═════ AVAILABLE DATA ═════
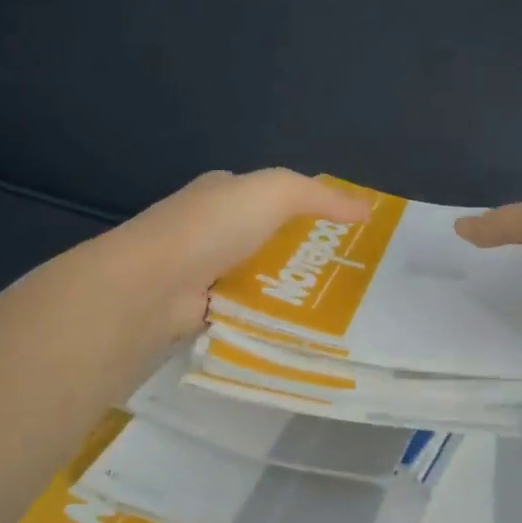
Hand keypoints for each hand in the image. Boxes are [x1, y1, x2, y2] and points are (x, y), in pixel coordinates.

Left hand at [109, 169, 370, 338]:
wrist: (154, 284)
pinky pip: (246, 310)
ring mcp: (204, 270)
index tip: (346, 233)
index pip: (272, 196)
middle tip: (349, 278)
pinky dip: (267, 318)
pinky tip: (299, 330)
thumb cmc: (214, 227)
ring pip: (259, 278)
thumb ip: (320, 197)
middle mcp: (212, 228)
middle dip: (302, 256)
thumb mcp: (275, 192)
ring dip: (288, 290)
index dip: (309, 210)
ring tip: (337, 310)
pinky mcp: (202, 308)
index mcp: (224, 193)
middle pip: (268, 240)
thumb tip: (367, 208)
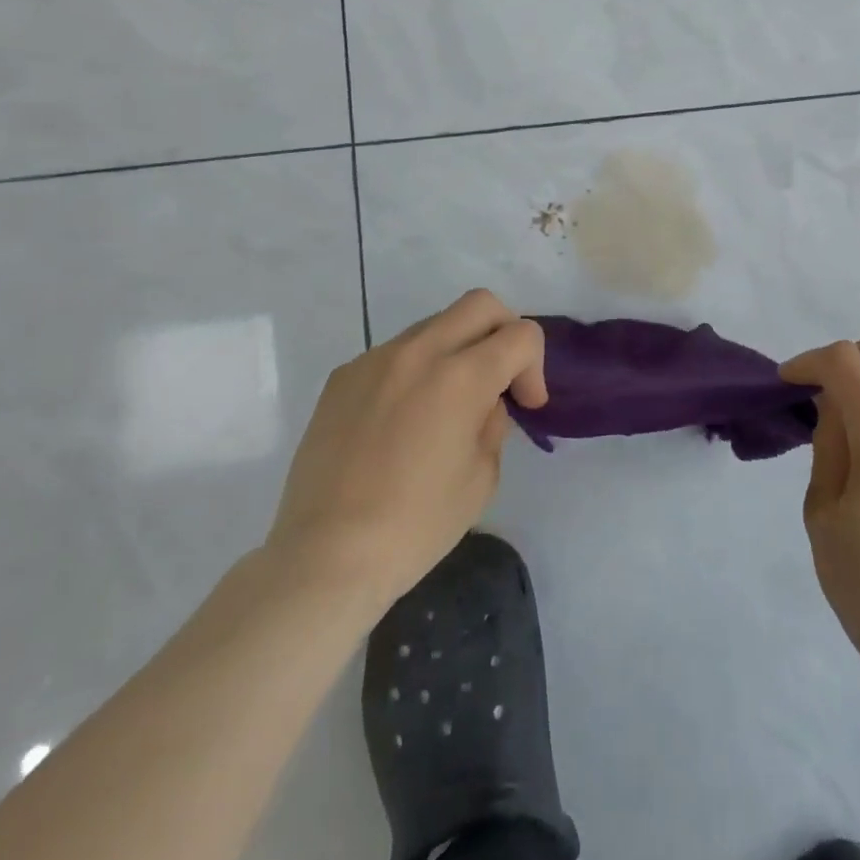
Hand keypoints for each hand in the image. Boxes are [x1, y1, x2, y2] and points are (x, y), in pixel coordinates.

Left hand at [265, 289, 546, 620]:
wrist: (326, 555)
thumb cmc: (416, 525)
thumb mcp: (482, 477)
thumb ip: (493, 423)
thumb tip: (484, 403)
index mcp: (462, 376)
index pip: (521, 334)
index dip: (534, 366)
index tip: (525, 406)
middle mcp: (419, 352)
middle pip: (480, 304)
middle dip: (504, 332)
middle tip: (500, 378)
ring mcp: (375, 359)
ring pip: (435, 324)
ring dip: (457, 349)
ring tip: (447, 404)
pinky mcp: (343, 376)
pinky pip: (395, 353)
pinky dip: (415, 370)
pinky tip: (403, 420)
═════
List, from the entries above, every line in which the word "hand" shows up.

• RESPONSE AREA:
Hand keypoints for each hand in the image. Boxes are [x1, y1, x2, y2] and points are (x, y), in pixel coordinates.
Left hand at [109, 169, 370, 338]:
Hand keypoints for each hand in the image. Boxes are [x1, y1, x2, y2] and points are (x, y), in pixel coordinates.
Left hand at [265, 289, 546, 620]:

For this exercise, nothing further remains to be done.